Restate the following data in its entirety, word for word and without images.

::::::::

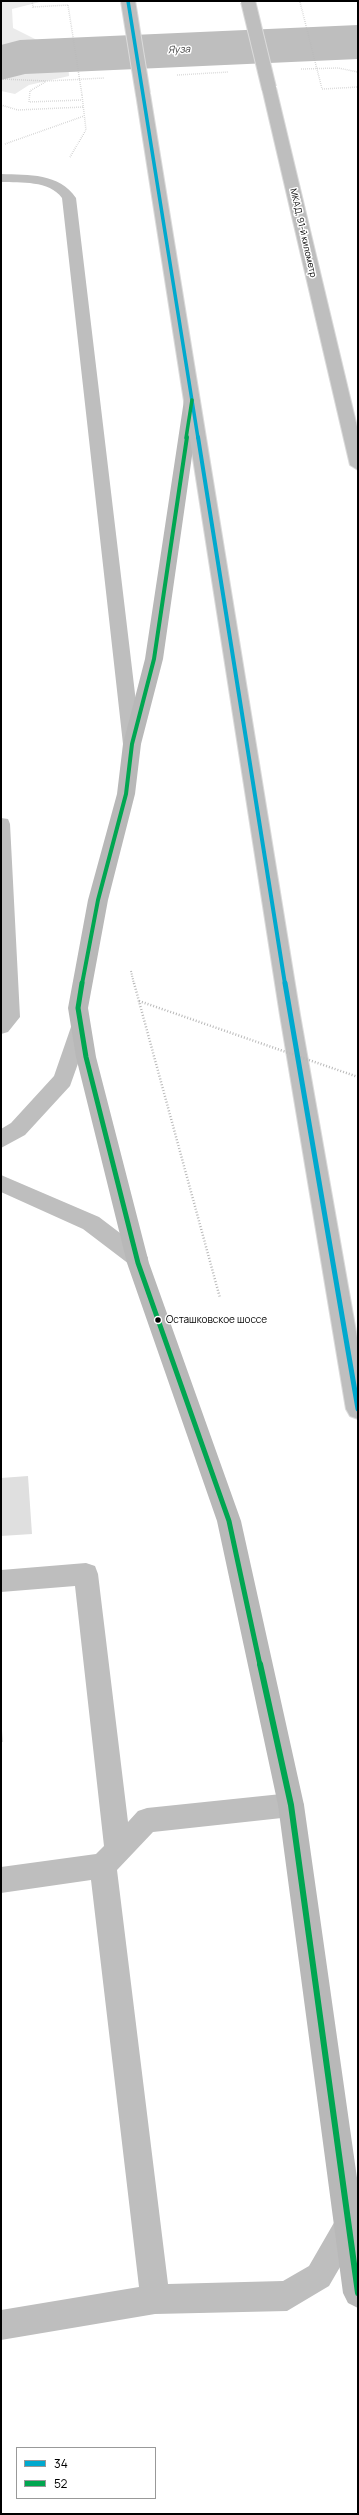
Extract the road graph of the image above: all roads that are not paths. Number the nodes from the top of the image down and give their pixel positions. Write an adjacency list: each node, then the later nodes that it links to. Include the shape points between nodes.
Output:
1 (128, 1): 4 (main road, bridge)
2 (248, 1): 5 (main road, МКАД, 91-й километр, bridge)
3 (1, 178): 6 (main road, via 55,183 65,190 69,198)
4 (192, 400): 6 (main road, via 154,659); 13 (main road, via 289,1007)
5 (358, 465)
6 (132, 744): 9 (main road, via 126,794 98,900 85,963 78,1008)
7 (1, 824): 8 (main road, via 10,1017)
8 (1, 1027)
9 (81, 1027): 10 (main road, via 63,1080 18,1129); 12 (main road, via 86,1057)
10 (1, 1140)
11 (1, 1183): 12 (main road, via 91,1223)
12 (138, 1258): 15 (main road, via 229,1521)
13 (358, 1409)
14 (1, 1581): 16 (main road, via 86,1574)
15 (291, 1805): 16 (main road, via 147,1820); 18 (main road)
16 (110, 1858): 17 (main road); 20 (main road)
17 (1, 1880)
18 (349, 2224): 19 (main road); 20 (main road, via 319,2276 287,2296)
19 (358, 2293)
20 (155, 2299): 21 (main road)
21 (1, 2325)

::::::::

* **EXERCISE ANSWER**:
Extract the road graph of the image above: all roads that are not paths. Number the nodes from the top of the image down and give their pixel positions. Write an adjacency list: each node, then the later nodes that it links to. Include the shape points between nodes.
Output:
1 (128, 1): 4 (main road, bridge)
2 (248, 1): 5 (main road, МКАД, 91-й километр, bridge)
3 (1, 178): 6 (main road, via 55,183 65,190 69,198)
4 (192, 400): 6 (main road, via 154,659); 13 (main road, via 289,1007)
5 (358, 465)
6 (132, 744): 9 (main road, via 126,794 98,900 85,963 78,1008)
7 (1, 824): 8 (main road, via 10,1017)
8 (1, 1027)
9 (81, 1027): 10 (main road, via 63,1080 18,1129); 12 (main road, via 86,1057)
10 (1, 1140)
11 (1, 1183): 12 (main road, via 91,1223)
12 (138, 1258): 15 (main road, via 229,1521)
13 (358, 1409)
14 (1, 1581): 16 (main road, via 86,1574)
15 (291, 1805): 16 (main road, via 147,1820); 18 (main road)
16 (110, 1858): 17 (main road); 20 (main road)
17 (1, 1880)
18 (349, 2224): 19 (main road); 20 (main road, via 319,2276 287,2296)
19 (358, 2293)
20 (155, 2299): 21 (main road)
21 (1, 2325)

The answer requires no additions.